Eks penyidik KPK Yudi Purnomo menggambarkan cara BPK ‘menjual’ WTP tersebut ke pihak-pihak terkait. Ia mencontohkan yang terjadi pada kasus di Kementan.
“Saya curiga temuan itu gede. Bisa jadi temuan itu besar banget. Hampir mencapai Rp 100 miliar, gitu kan, kalau hitung 10 persen dari hasil temuan. Dan ingat lho, ini dari Rp 10 milliar jadi Rp 12 milliar . Artinya temuannya makin banyak lho disitu,” ucap Yudi.
Sambil bercanda, Yudi bahkan menyebut oknum BPK itu layaknya debt collector.
“Jadi sudah menerima suap, kaya debt collector nagih-nagih gitu,” ucap Yudi.
Sementara itu, kata Yudi, negara rugi dua kali dengan modus BPK yang menghilangkan atau meniadakan substansi pemeriksaan.
“Jadi negara rugi 2 kali.

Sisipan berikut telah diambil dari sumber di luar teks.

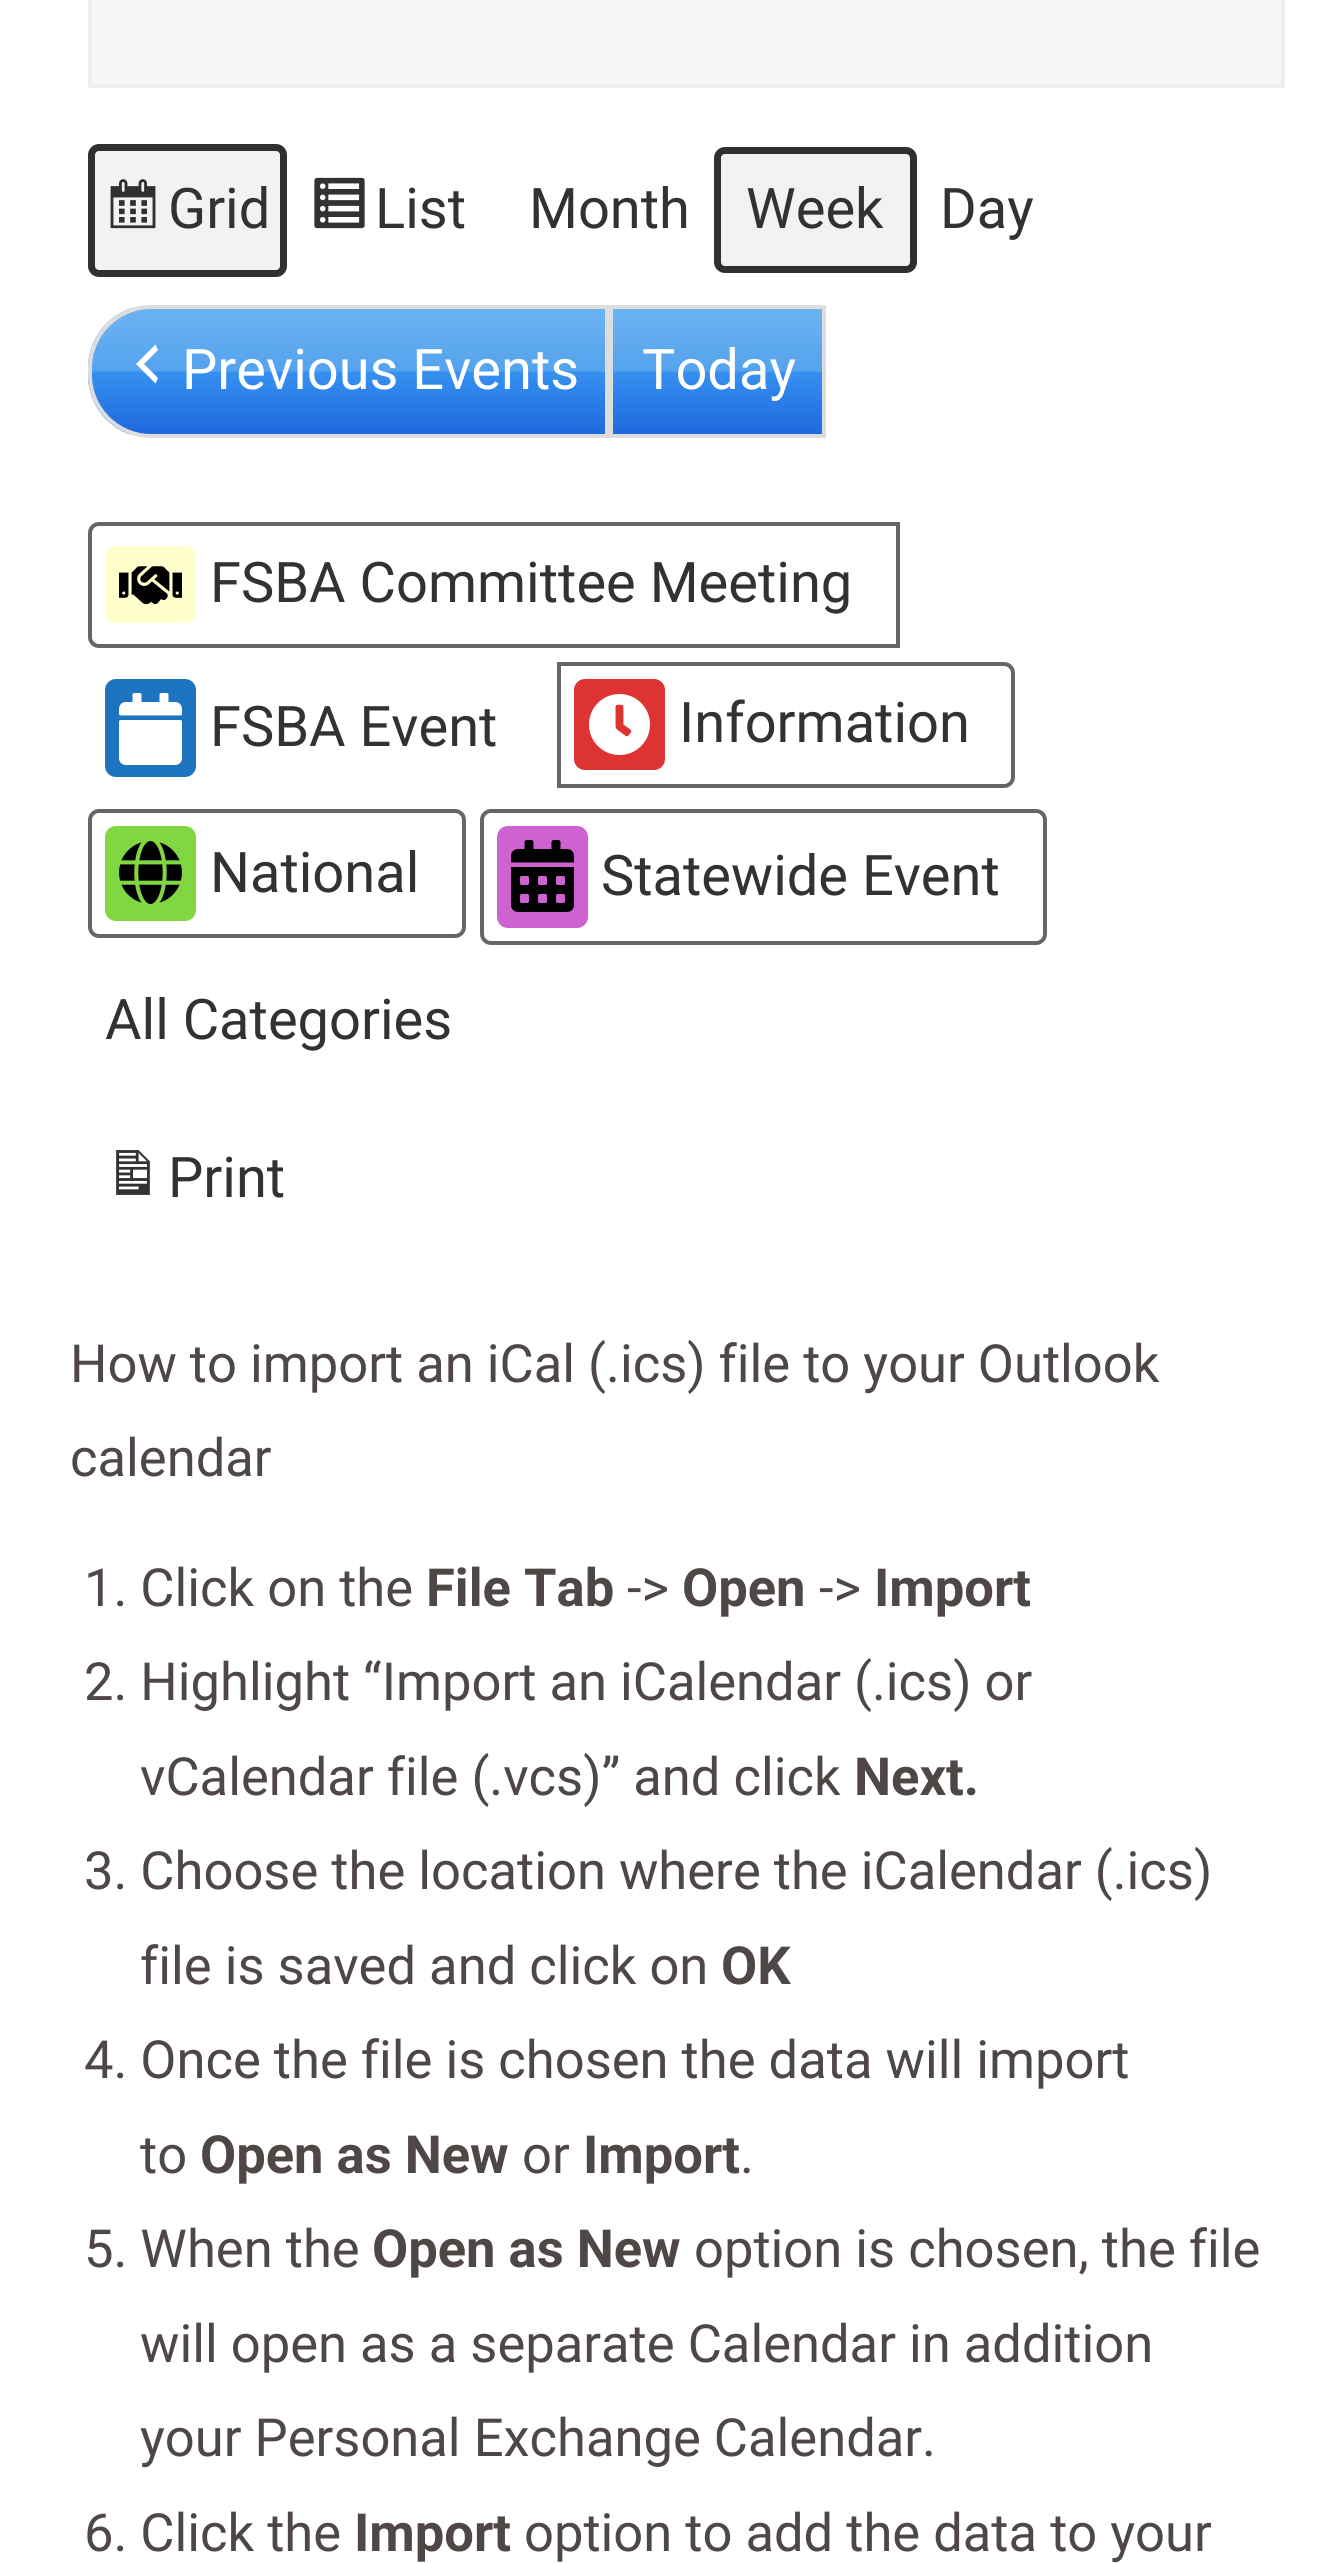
import math
import cairo


def use_color(cr, r, g, b):
  cr.set_source_rgb(r / 255, g / 255, b / 255)

def text(cr, x, y, s, family, size, color, bold=False, italic=False):
  cr.select_font_face(family, cairo.FONT_SLANT_ITALIC if italic else cairo.FONT_SLANT_NORMAL, cairo.FONT_WEIGHT_BOLD if bold else cairo.FONT_WEIGHT_NORMAL)
  cr.set_font_size(size)
  use_color(cr, *color)
  cr.move_to(x, y)
  cr.show_text(s)

def round_rect(cr, x, y, w, h, r):
  cr.new_sub_path()
  for i, (u, v) in enumerate([(x + w - r, y + h - r), (x + r, y + h - r), (x + r, y + r), (x + w - r, y + r)]):
    cr.arc(u, v, r, i * math.pi / 2, (i + 1) * math.pi / 2)
  cr.close_path()

def picture(cr, path, x, y, w, h):
  cr.save()
  cr.set_source_surface(cairo.ImageSurface.create_from_png(path), x, y)
  cr.rectangle(x, y, w, h)
  cr.fill()
  cr.restore()

def draw(cr):
  use_color(cr, 255, 255, 255)
  cr.paint()
  use_color(cr, 246, 246, 246)
  cr.rectangle(90, -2, 1193, 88)
  cr.fill_preserve()
  use_color(cr, 238, 238, 238)
  cr.set_line_width(4)
  cr.stroke()
  use_color(cr, 242, 242, 242)
  round_rect(cr, 88, 144, 199, 133, 11)
  cr.fill()
  picture(cr, "img_01.png", 110, 179, 46, 50)
  round_rect(cr, 91.5, 147.5, 192, 126, 7.5)
  use_color(cr, 47, 48, 48)
  cr.set_line_width(7)
  cr.stroke()
  picture(cr, "img_02.png", 314, 177, 51, 52)
  use_color(cr, 242, 242, 242)
  round_rect(cr, 714, 147, 203, 126, 11)
  cr.fill()
  round_rect(cr, 717.5, 150.5, 196, 119, 7.5)
  use_color(cr, 47, 48, 48)
  cr.stroke()
  cr.save()
  cr.new_path()
  cr.move_to(151, 305)
  cr.line_to(609, 305)
  cr.line_to(609, 438)
  cr.line_to(151, 438)
  cr.curve_to(116, 438, 88, 410, 88, 375)
  cr.line_to(88, 368)
  cr.curve_to(88, 333, 116, 305, 151, 305)
  cr.close_path()
  cr.clip()
  gradient = cairo.LinearGradient(348, 308, 348, 434)
  gradient.add_color_stop_rgba(0, 0.427, 0.702, 0.949, 1)
  gradient.add_color_stop_rgba(0.5, 0.329, 0.639, 0.933, 1)
  gradient.add_color_stop_rgba(0.51, 0.212, 0.565, 0.941, 1)
  gradient.add_color_stop_rgba(1, 0.118, 0.412, 0.871, 1)
  cr.set_source(gradient)
  cr.rectangle(88, 308, 517, 126)
  cr.fill()
  cr.restore()
  cr.new_path()
  cr.move_to(151, 307)
  cr.line_to(607, 307)
  cr.line_to(607, 436)
  cr.line_to(151, 436)
  cr.curve_to(117.5, 436, 90, 408.5, 90, 375)
  cr.line_to(90, 368)
  cr.curve_to(90, 334.5, 117.5, 307, 151, 307)
  cr.close_path()
  use_color(cr, 221, 221, 221)
  cr.set_line_width(4)
  cr.stroke()
  use_color(cr, 255, 255, 255)
  cr.new_path()
  cr.move_to(158, 350)
  cr.line_to(144, 364)
  cr.line_to(158, 378)
  cr.line_to(155.5, 383.5)
  cr.line_to(136, 364)
  cr.line_to(155.5, 344.5)
  cr.close_path()
  cr.fill()
  gradient = cairo.LinearGradient(718, 308, 718, 434)
  gradient.add_color_stop_rgba(0, 0.427, 0.702, 0.949, 1)
  gradient.add_color_stop_rgba(0.5, 0.329, 0.639, 0.933, 1)
  gradient.add_color_stop_rgba(0.51, 0.212, 0.565, 0.941, 1)
  gradient.add_color_stop_rgba(1, 0.118, 0.412, 0.871, 1)
  cr.set_source(gradient)
  cr.rectangle(613, 309, 209, 125)
  cr.fill()
  cr.rectangle(611, 307, 213, 129)
  use_color(cr, 221, 221, 221)
  cr.stroke()
  cr.new_path()
  cr.move_to(99, 524)
  cr.line_to(898, 524)
  cr.line_to(898, 646)
  cr.line_to(99, 646)
  cr.curve_to(94, 646, 90, 642, 90, 637)
  cr.line_to(90, 533)
  cr.curve_to(90, 528, 94, 524, 99, 524)
  cr.close_path()
  use_color(cr, 102, 102, 102)
  cr.stroke()
  use_color(cr, 255, 255, 204)
  round_rect(cr, 105, 546, 91, 77, 11)
  cr.fill()
  picture(cr, "img_03.png", 119, 566, 63, 39)
  use_color(cr, 30, 115, 190)
  round_rect(cr, 105, 679, 91, 98, 11)
  cr.fill()
  picture(cr, "img_04.png", 119, 693, 63, 72)
  cr.new_path()
  cr.move_to(559, 664)
  cr.line_to(1004, 664)
  cr.curve_to(1009, 664, 1013, 668, 1013, 673)
  cr.line_to(1013, 777)
  cr.curve_to(1013, 782, 1009, 786, 1004, 786)
  cr.line_to(559, 786)
  cr.close_path()
  use_color(cr, 102, 102, 102)
  cr.stroke()
  use_color(cr, 221, 51, 51)
  round_rect(cr, 574, 679, 91, 91, 11)
  cr.fill()
  picture(cr, "img_05.png", 589, 694, 61, 61)
  round_rect(cr, 90, 811, 374, 125, 9)
  use_color(cr, 102, 102, 102)
  cr.stroke()
  use_color(cr, 129, 215, 66)
  round_rect(cr, 105, 826, 91, 95, 11)
  cr.fill()
  picture(cr, "img_06.png", 119, 841, 63, 63)
  round_rect(cr, 482, 811, 563, 132, 9)
  use_color(cr, 102, 102, 102)
  cr.stroke()
  use_color(cr, 207, 98, 209)
  round_rect(cr, 497, 826, 91, 102, 11)
  cr.fill()
  picture(cr, "img_07.png", 511, 840, 63, 72)
  picture(cr, "img_08.png", 116, 1150, 34, 45)
  text(cr, 168, 228, "Grid", "Roboto", 56, (49, 50, 51))
  text(cr, 375, 228, "List", "Roboto", 56, (49, 50, 51))
  text(cr, 529, 228, "Month", "Roboto", 56, (49, 50, 51))
  text(cr, 746, 228, "Week", "Roboto", 56, (49, 50, 51))
  text(cr, 940, 228, "Day", "Roboto", 56, (49, 50, 51))
  text(cr, 182, 389, "Previous Events", "Roboto", 56, (255, 255, 255))
  text(cr, 642, 389, "Today", "Roboto", 56, (255, 255, 255))
  text(cr, 210, 602, "FSBA Committee Meeting", "Roboto", 56, (49, 50, 51))
  text(cr, 210, 746, "FSBA Event", "Roboto", 56, (49, 50, 51))
  text(cr, 679, 742, "Information", "Roboto", 56, (49, 50, 51))
  text(cr, 210, 892, "National", "Roboto", 56, (49, 50, 51))
  text(cr, 601, 895, "Statewide Event", "Roboto", 56, (49, 50, 51))
  text(cr, 105, 1039, "All Categories", "Roboto", 56, (49, 50, 51))
  text(cr, 168, 1197, "Print", "Roboto", 56, (49, 50, 51))
  text(cr, 70, 1382, "How to import an iCal (.ics) file to your Outlook", "Roboto", 52.5, (79, 70, 70))
  text(cr, 70, 1476, "calendar", "Roboto", 52.5, (79, 70, 70))
  text(cr, 84, 1606, "1. Click on the", "Roboto", 52.5, (79, 70, 70))
  text(cr, 426, 1606, "File Tab", "Roboto", 52.5, (79, 70, 70), bold=True)
  text(cr, 627, 1606, "->", "Roboto", 52.5, (79, 70, 70))
  text(cr, 682, 1606, "Open", "Roboto", 52.5, (79, 70, 70), bold=True)
  text(cr, 819, 1606, "->", "Roboto", 52.5, (79, 70, 70))
  text(cr, 874, 1606, "Import", "Roboto", 52.5, (79, 70, 70), bold=True)
  text(cr, 84, 1700, "2. Highlight “Import an iCalendar (.ics) or", "Roboto", 52.5, (79, 70, 70))
  text(cr, 140, 1795, "vCalendar file (.vcs)” and click", "Roboto", 52.5, (79, 70, 70))
  text(cr, 854, 1795, "Next.", "Roboto", 52.5, (79, 70, 70), bold=True)
  text(cr, 84, 1889, "3. Choose the location where the iCalendar (.ics)", "Roboto", 52.5, (79, 70, 70))
  text(cr, 140, 1984, "file is saved and click on", "Roboto", 52.5, (79, 70, 70))
  text(cr, 721, 1984, "OK", "Roboto", 52.5, (79, 70, 70), bold=True)
  text(cr, 84, 2078, "4. Once the file is chosen the data will import", "Roboto", 52.5, (79, 70, 70))
  text(cr, 140, 2173, "to", "Roboto", 52.5, (79, 70, 70))
  text(cr, 200, 2173, "Open as New", "Roboto", 52.5, (79, 70, 70), bold=True)
  text(cr, 522, 2173, "or", "Roboto", 52.5, (79, 70, 70))
  text(cr, 583, 2173, "Import", "Roboto", 52.5, (79, 70, 70), bold=True)
  text(cr, 740, 2173, ".", "Roboto", 52.5, (79, 70, 70))
  text(cr, 84, 2267, "5. When the", "Roboto", 52.5, (79, 70, 70))
  text(cr, 372, 2267, "Open as New", "Roboto", 52.5, (79, 70, 70), bold=True)
  text(cr, 694, 2267, "option is chosen, the file", "Roboto", 52.5, (79, 70, 70))
  text(cr, 140, 2362, "will open as a separate Calendar in addition", "Roboto", 52.5, (79, 70, 70))
  text(cr, 140, 2456, "your Personal Exchange Calendar.", "Roboto", 52.5, (79, 70, 70))
  text(cr, 84, 2551, "6. Click the", "Roboto", 52.5, (79, 70, 70))
  text(cr, 354, 2551, "Import", "Roboto", 52.5, (79, 70, 70), bold=True)
  text(cr, 524, 2551, "option to add the data to your", "Roboto", 52.5, (79, 70, 70))


surface = cairo.ImageSurface(cairo.FORMAT_RGB24, 1335, 2563)
cr = cairo.Context(surface)
options = cairo.FontOptions()
options.set_hint_metrics(cairo.HINT_METRICS_OFF)
options.set_hint_style(cairo.HINT_STYLE_NONE)
cr.set_font_options(options)
cr.set_miter_limit(4)
draw(cr)
surface.write_to_png("out.png")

Sudah korup, rugi juga ada temuan yang dihilangkan demi WTP,” kata Yudi.
WTP menjadi syarat bagi institusi pemerintah untuk terus mendapat bantuan keuangan dari negara, dan ini adalah kewenangan mutlak BPK. Alhasil, BPK menjadi semacam superbody. Tidak ada yang mengawasi sehingga banyak celah-celah bagi para oknum untuk bermanuver memeras para pejabat.
BPK hanya diawasi oleh Majelis Kehormatan Kode Etik (MKKE). Bagi Trubus, model pengawasan ini kurang efektif.
“Ya ada lembaganya, tapi kurang efektif. Sehingga mereka banyak melakukan penyimpangan itu, tapi tanpa ada penindakan. Jadi berulang seperti itu. Saya melihat kaya laten. Sudah kronis. Ketika bicara laporan keuangan selalu muncul, atau terkait perilaku korupsi oleh pejabat negara. Ada keterlibatan BPK di situ,” tutup Trubus.